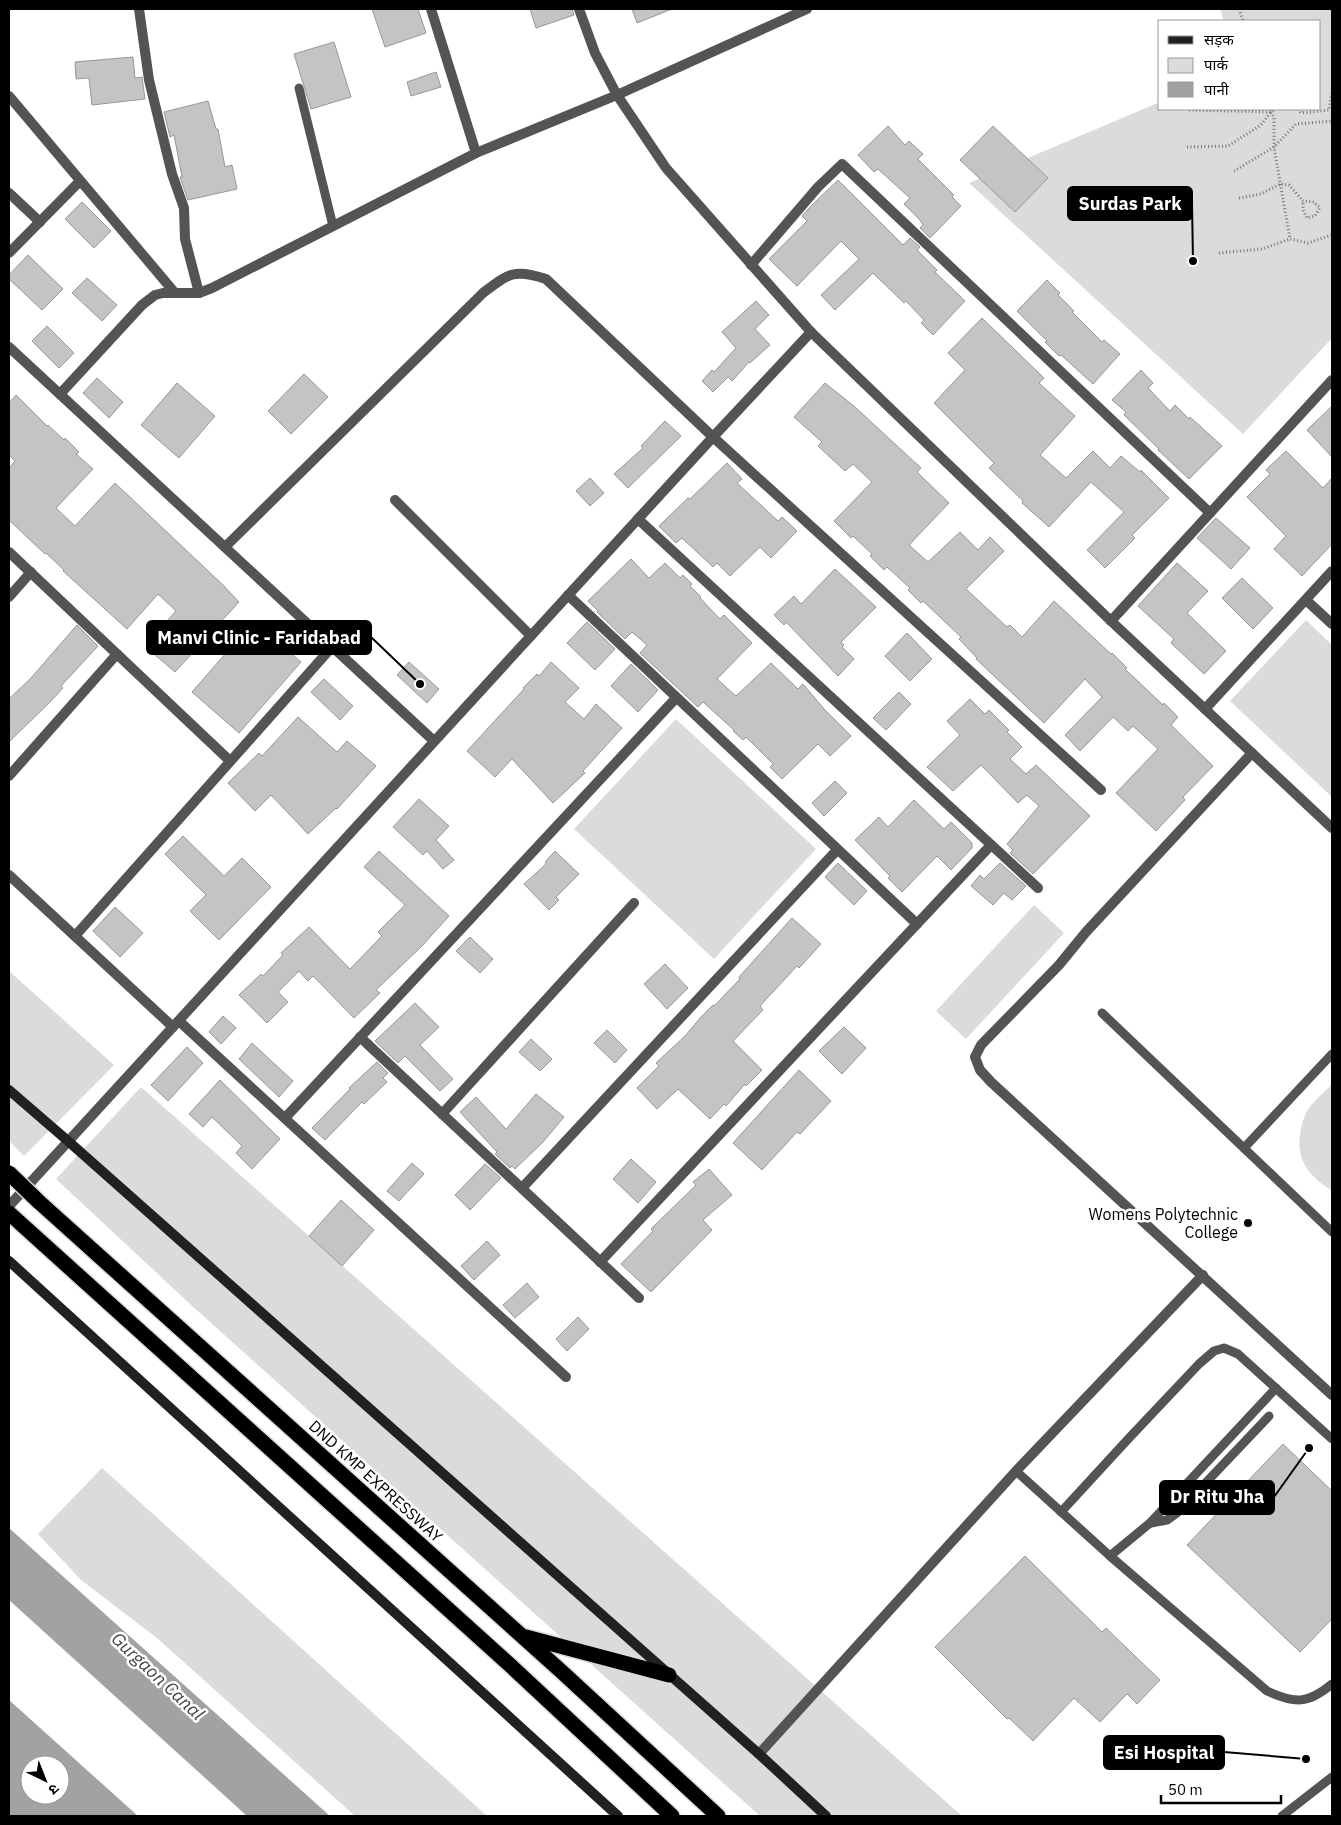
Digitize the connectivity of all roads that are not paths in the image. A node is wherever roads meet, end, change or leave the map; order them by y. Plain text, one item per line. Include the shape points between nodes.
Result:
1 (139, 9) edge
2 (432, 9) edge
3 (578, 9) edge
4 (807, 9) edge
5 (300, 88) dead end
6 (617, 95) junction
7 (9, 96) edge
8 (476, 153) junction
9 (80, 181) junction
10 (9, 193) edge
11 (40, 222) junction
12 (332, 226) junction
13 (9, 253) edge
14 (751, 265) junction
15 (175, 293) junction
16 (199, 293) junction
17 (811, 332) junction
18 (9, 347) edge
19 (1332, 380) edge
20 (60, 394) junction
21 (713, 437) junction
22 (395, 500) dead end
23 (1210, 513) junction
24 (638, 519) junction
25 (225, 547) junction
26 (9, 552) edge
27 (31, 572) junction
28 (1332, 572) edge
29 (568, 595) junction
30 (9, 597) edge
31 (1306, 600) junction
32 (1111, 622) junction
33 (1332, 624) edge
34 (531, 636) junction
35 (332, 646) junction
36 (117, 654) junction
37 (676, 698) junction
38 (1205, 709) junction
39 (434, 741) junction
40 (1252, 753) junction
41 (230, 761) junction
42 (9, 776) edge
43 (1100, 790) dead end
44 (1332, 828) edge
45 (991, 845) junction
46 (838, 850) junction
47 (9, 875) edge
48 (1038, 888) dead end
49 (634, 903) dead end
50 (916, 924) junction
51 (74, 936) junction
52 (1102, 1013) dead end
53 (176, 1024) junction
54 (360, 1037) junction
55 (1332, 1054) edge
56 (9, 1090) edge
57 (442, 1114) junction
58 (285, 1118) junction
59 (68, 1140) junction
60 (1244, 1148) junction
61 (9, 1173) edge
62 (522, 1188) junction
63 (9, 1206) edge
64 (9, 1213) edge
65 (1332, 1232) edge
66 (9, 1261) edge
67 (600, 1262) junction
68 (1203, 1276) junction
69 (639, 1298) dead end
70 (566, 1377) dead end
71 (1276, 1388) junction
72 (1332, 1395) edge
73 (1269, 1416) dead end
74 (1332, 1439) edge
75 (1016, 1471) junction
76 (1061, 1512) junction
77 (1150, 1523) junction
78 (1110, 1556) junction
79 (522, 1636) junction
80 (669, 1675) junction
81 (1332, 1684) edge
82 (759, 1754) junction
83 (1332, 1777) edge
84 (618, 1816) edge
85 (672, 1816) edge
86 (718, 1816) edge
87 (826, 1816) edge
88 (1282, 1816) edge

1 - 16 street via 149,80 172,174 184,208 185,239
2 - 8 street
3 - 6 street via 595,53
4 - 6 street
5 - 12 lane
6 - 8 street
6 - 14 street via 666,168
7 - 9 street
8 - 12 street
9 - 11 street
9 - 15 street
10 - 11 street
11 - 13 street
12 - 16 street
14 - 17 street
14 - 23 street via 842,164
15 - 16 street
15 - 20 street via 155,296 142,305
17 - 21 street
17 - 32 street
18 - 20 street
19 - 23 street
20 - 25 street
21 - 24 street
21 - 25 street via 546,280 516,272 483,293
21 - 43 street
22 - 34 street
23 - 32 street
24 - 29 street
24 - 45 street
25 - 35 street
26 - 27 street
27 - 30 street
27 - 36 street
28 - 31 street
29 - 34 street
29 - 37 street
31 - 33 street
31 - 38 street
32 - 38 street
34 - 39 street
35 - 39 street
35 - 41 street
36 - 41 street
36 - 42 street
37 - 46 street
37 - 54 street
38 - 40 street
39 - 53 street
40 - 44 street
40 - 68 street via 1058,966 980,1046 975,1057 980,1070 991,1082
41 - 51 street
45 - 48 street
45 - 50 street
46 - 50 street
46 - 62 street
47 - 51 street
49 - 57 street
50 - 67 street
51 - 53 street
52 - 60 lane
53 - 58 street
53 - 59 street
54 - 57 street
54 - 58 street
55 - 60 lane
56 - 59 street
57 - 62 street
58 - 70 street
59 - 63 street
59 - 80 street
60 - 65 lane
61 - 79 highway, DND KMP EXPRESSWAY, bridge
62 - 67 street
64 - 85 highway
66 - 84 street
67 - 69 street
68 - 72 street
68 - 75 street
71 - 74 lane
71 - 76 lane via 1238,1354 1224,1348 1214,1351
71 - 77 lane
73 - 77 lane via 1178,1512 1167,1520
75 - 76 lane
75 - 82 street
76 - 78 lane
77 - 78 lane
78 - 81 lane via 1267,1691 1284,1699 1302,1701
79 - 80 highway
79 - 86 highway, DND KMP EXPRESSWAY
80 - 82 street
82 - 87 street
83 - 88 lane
════════
> **Try it**
The answer is the full set of records printed exactly, less the pictures.

> **Reply to the task**
Digitize the connectivity of all roads that are not paths in the image. A node is wherever roads meet, end, change or leave the map; order them by y. Plain text, one item per line. Include the shape points between nodes.
Result:
1 (139, 9) edge
2 (432, 9) edge
3 (578, 9) edge
4 (807, 9) edge
5 (300, 88) dead end
6 (617, 95) junction
7 (9, 96) edge
8 (476, 153) junction
9 (80, 181) junction
10 (9, 193) edge
11 (40, 222) junction
12 (332, 226) junction
13 (9, 253) edge
14 (751, 265) junction
15 (175, 293) junction
16 (199, 293) junction
17 (811, 332) junction
18 (9, 347) edge
19 (1332, 380) edge
20 (60, 394) junction
21 (713, 437) junction
22 (395, 500) dead end
23 (1210, 513) junction
24 (638, 519) junction
25 (225, 547) junction
26 (9, 552) edge
27 (31, 572) junction
28 (1332, 572) edge
29 (568, 595) junction
30 (9, 597) edge
31 (1306, 600) junction
32 (1111, 622) junction
33 (1332, 624) edge
34 (531, 636) junction
35 (332, 646) junction
36 (117, 654) junction
37 (676, 698) junction
38 (1205, 709) junction
39 (434, 741) junction
40 (1252, 753) junction
41 (230, 761) junction
42 (9, 776) edge
43 (1100, 790) dead end
44 (1332, 828) edge
45 (991, 845) junction
46 (838, 850) junction
47 (9, 875) edge
48 (1038, 888) dead end
49 (634, 903) dead end
50 (916, 924) junction
51 (74, 936) junction
52 (1102, 1013) dead end
53 (176, 1024) junction
54 (360, 1037) junction
55 (1332, 1054) edge
56 (9, 1090) edge
57 (442, 1114) junction
58 (285, 1118) junction
59 (68, 1140) junction
60 (1244, 1148) junction
61 (9, 1173) edge
62 (522, 1188) junction
63 (9, 1206) edge
64 (9, 1213) edge
65 (1332, 1232) edge
66 (9, 1261) edge
67 (600, 1262) junction
68 (1203, 1276) junction
69 (639, 1298) dead end
70 (566, 1377) dead end
71 (1276, 1388) junction
72 (1332, 1395) edge
73 (1269, 1416) dead end
74 (1332, 1439) edge
75 (1016, 1471) junction
76 (1061, 1512) junction
77 (1150, 1523) junction
78 (1110, 1556) junction
79 (522, 1636) junction
80 (669, 1675) junction
81 (1332, 1684) edge
82 (759, 1754) junction
83 (1332, 1777) edge
84 (618, 1816) edge
85 (672, 1816) edge
86 (718, 1816) edge
87 (826, 1816) edge
88 (1282, 1816) edge

1 - 16 street via 149,80 172,174 184,208 185,239
2 - 8 street
3 - 6 street via 595,53
4 - 6 street
5 - 12 lane
6 - 8 street
6 - 14 street via 666,168
7 - 9 street
8 - 12 street
9 - 11 street
9 - 15 street
10 - 11 street
11 - 13 street
12 - 16 street
14 - 17 street
14 - 23 street via 842,164
15 - 16 street
15 - 20 street via 155,296 142,305
17 - 21 street
17 - 32 street
18 - 20 street
19 - 23 street
20 - 25 street
21 - 24 street
21 - 25 street via 546,280 516,272 483,293
21 - 43 street
22 - 34 street
23 - 32 street
24 - 29 street
24 - 45 street
25 - 35 street
26 - 27 street
27 - 30 street
27 - 36 street
28 - 31 street
29 - 34 street
29 - 37 street
31 - 33 street
31 - 38 street
32 - 38 street
34 - 39 street
35 - 39 street
35 - 41 street
36 - 41 street
36 - 42 street
37 - 46 street
37 - 54 street
38 - 40 street
39 - 53 street
40 - 44 street
40 - 68 street via 1058,966 980,1046 975,1057 980,1070 991,1082
41 - 51 street
45 - 48 street
45 - 50 street
46 - 50 street
46 - 62 street
47 - 51 street
49 - 57 street
50 - 67 street
51 - 53 street
52 - 60 lane
53 - 58 street
53 - 59 street
54 - 57 street
54 - 58 street
55 - 60 lane
56 - 59 street
57 - 62 street
58 - 70 street
59 - 63 street
59 - 80 street
60 - 65 lane
61 - 79 highway, DND KMP EXPRESSWAY, bridge
62 - 67 street
64 - 85 highway
66 - 84 street
67 - 69 street
68 - 72 street
68 - 75 street
71 - 74 lane
71 - 76 lane via 1238,1354 1224,1348 1214,1351
71 - 77 lane
73 - 77 lane via 1178,1512 1167,1520
75 - 76 lane
75 - 82 street
76 - 78 lane
77 - 78 lane
78 - 81 lane via 1267,1691 1284,1699 1302,1701
79 - 80 highway
79 - 86 highway, DND KMP EXPRESSWAY
80 - 82 street
82 - 87 street
83 - 88 lane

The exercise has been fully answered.